LACKAWANNA COUNTY (WBRE/WYOU) — It has been a difficult, emotional day for millions across the country on the 20th anniversary of 9/11. Americans attended events to make sure the world never forgets those lost in the terror attacks.

A rifle salute during a special observance ceremony in Scranton on the 20th anniversary of the 9/11 terror attacks.

Dozens gathered at Nay Aug Park on the grounds of the Everhart Museum for an evening of solemn remembrance, prayer, and honor.

“To symbolize the devotion these brave souls had for their duty, a special signal of three rings, three times each, represents the end of our comrades duties,” said Chief John Judge, of the Scranton Fire Department.

A moving ceremony for all, hosted by the Lackawanna County 9/11 memorial committee.

As patriotic music played and nearly 3,000 lights representing each of the lives lost were lit, many reflected on their experiences from that day.

“My oldest son Michael was a Captain in the army stationed at Walter Reed Medical Center in Washington D.C. When the plane hit the pentagon. He was on a response team and was immediately ordered to the pentagon for rescue and recovery,” stated Michael McLane, Adjutant of Northeastern Detachment Marine Corps League.

Frank McBride is a 9/11 survivor and former paramedic with one of the 15 new york metro units called to ground zero to help after the attacks.

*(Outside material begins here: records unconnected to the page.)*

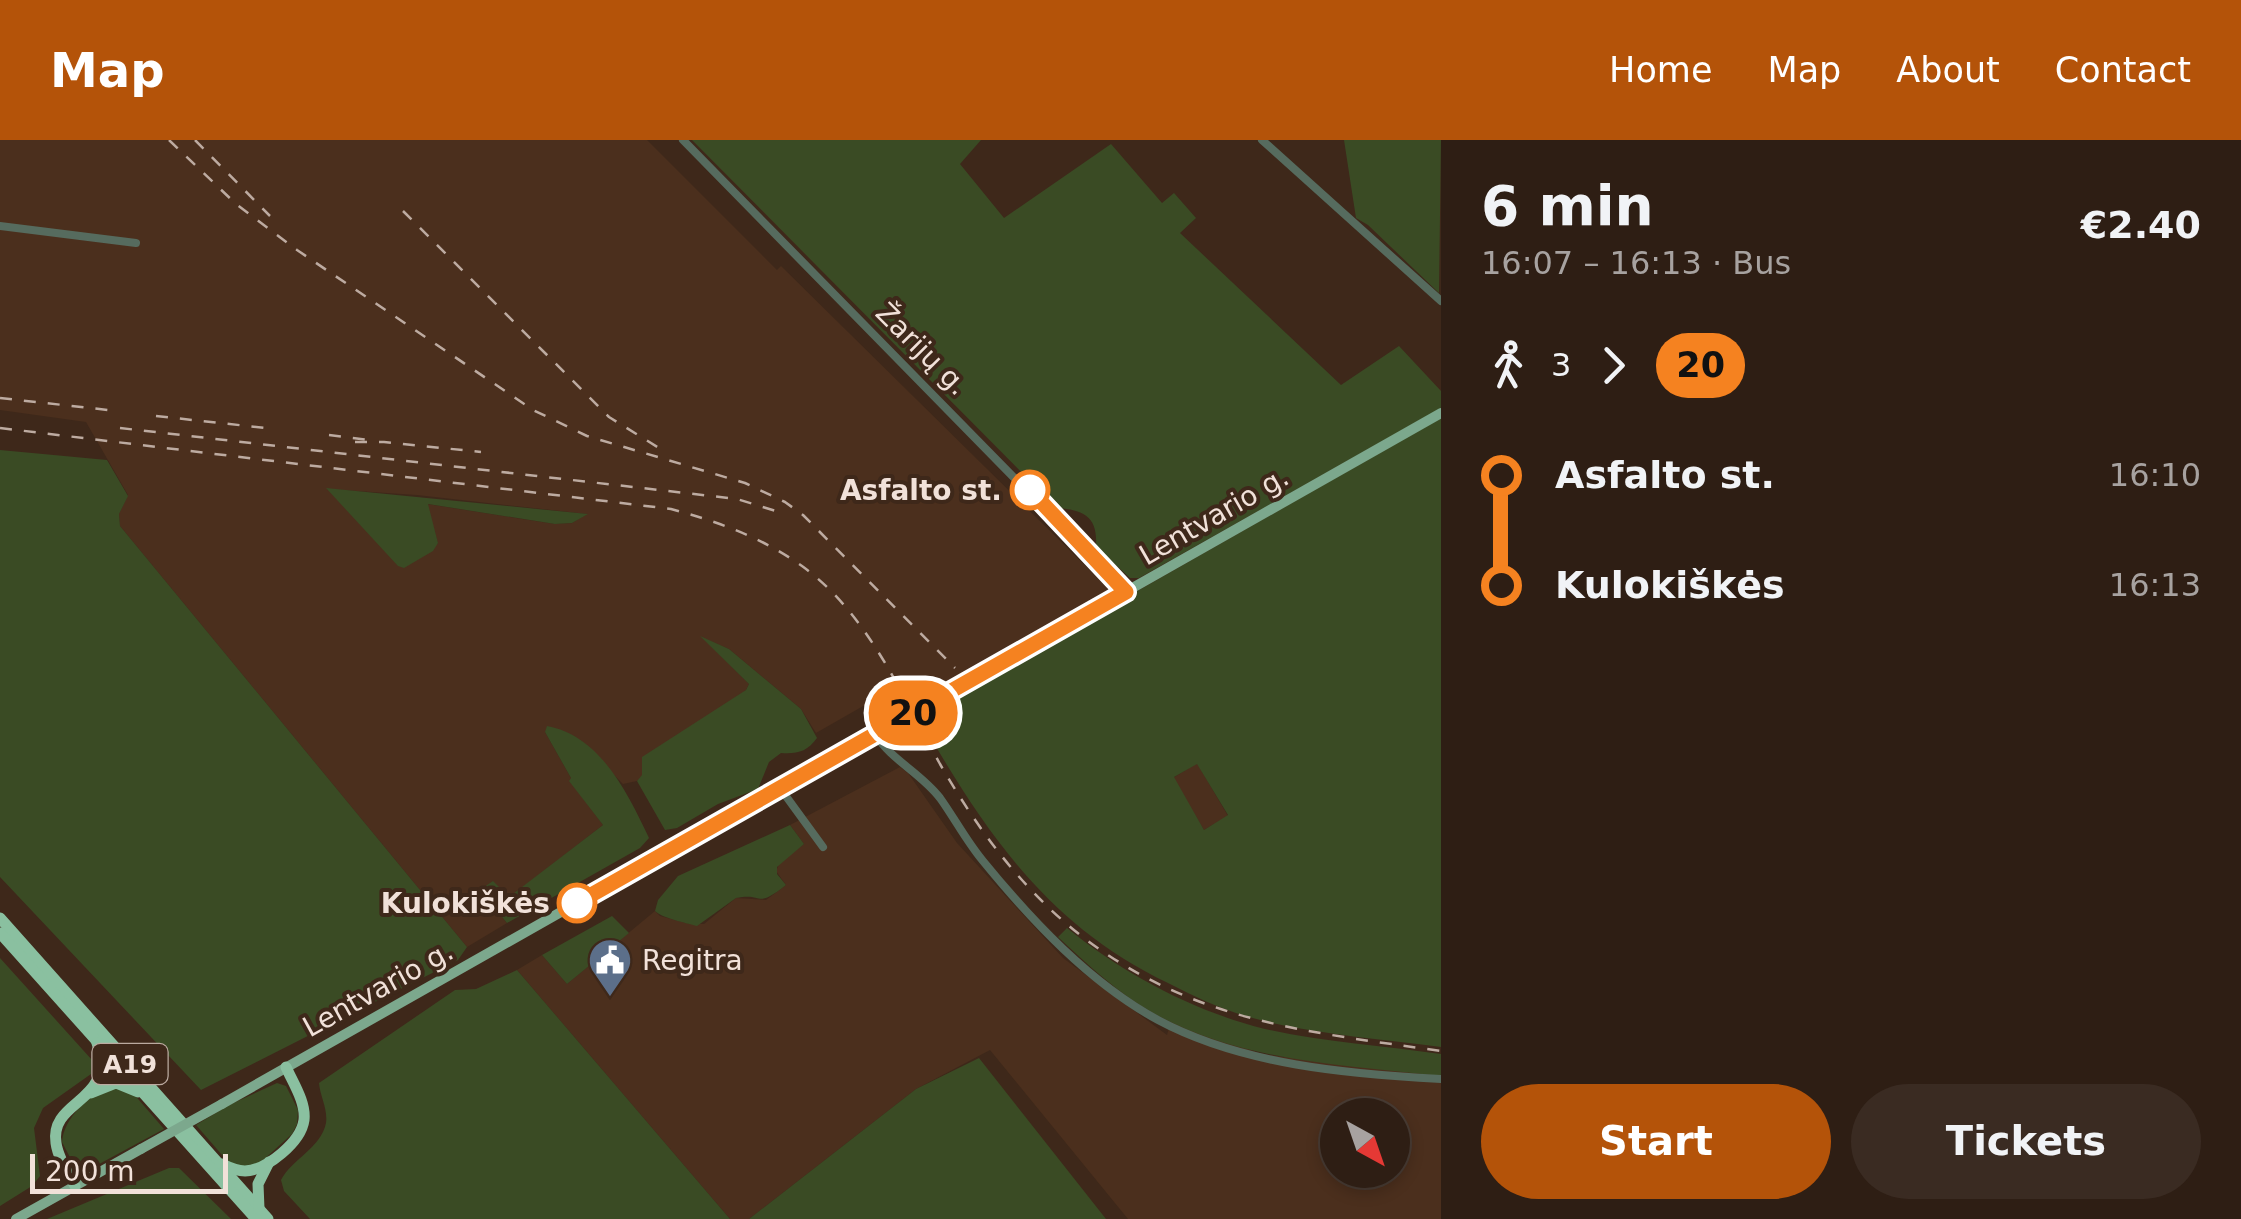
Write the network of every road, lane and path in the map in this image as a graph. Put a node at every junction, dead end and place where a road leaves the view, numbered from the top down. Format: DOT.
graph roads {
  1 [pos="684,140"];
  2 [pos="1262,140"];
  3 [pos="0,226"];
  4 [pos="136,243"];
  5 [pos="1441,301"];
  6 [pos="1441,413"];
  7 [pos="1126,592"];
  8 [pos="875,734"];
  9 [pos="780,788"];
  10 [pos="823,847"];
  11 [pos="0,918"];
  12 [pos="0,933"];
  13 [pos="96,1039"];
  14 [pos="286,1068"];
  15 [pos="1441,1079"];
  16 [pos="86,1096"];
  17 [pos="150,1100"];
  18 [pos="269,1162"];
  19 [pos="218,1163"];
  20 [pos="75,1186"];
  21 [pos="261,1216"];
  22 [pos="16,1219"];
  1 -- 7 [label="street, Žarijų g."];
  2 -- 5 [label="street"];
  3 -- 4 [label="street"];
  6 -- 7 [label="main road, Lentvario g."];
  7 -- 8 [label="main road, Lentvario g."];
  8 -- 9 [label="main road, Lentvario g."];
  8 -- 15 [label="street"];
  9 -- 10 [label="street"];
  9 -- 14 [label="main road, Lentvario g."];
  11 -- 19 [label="highway, A19"];
  12 -- 13 [label="highway, A19"];
  13 -- 16 [label="highway"];
  13 -- 17 [label="highway, A19"];
  14 -- 18 [label="highway"];
  14 -- 20 [label="main road, Lentvario g., bridge"];
  16 -- 17 [label="highway"];
  16 -- 20 [label="highway"];
  17 -- 21 [label="highway, A19"];
  18 -- 19 [label="highway"];
  18 -- 21 [label="highway"];
  19 -- 21 [label="highway, A19"];
  20 -- 22 [label="main road, Lentvario g."];
}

“It was so quiet there. You know, even though there were hundreds of workers it was so quiet. But when you walked down the streets, the people came out of their houses, they were applauding you, they cooked in their kitchen and brought food. They went to the store and bought you clean underwear. I mean, no matter where you were in new york city on that day, that’s what I remember,” said McBride.

He and the six other members of his group were stationed in front of the towers for more than 72 hours.

“What it’s all about now is, 20 years later, as you could see, I have one leg left. I suffered from bladder cancer, two of us from our crew have already died, the others are sick in their own ways, a lot of them suffer from PTSD. So the reason I’m here is just to make sure they don’t forget,” explained McBride.

“It’s just a matter that, we could never forget what happened,” said McLane.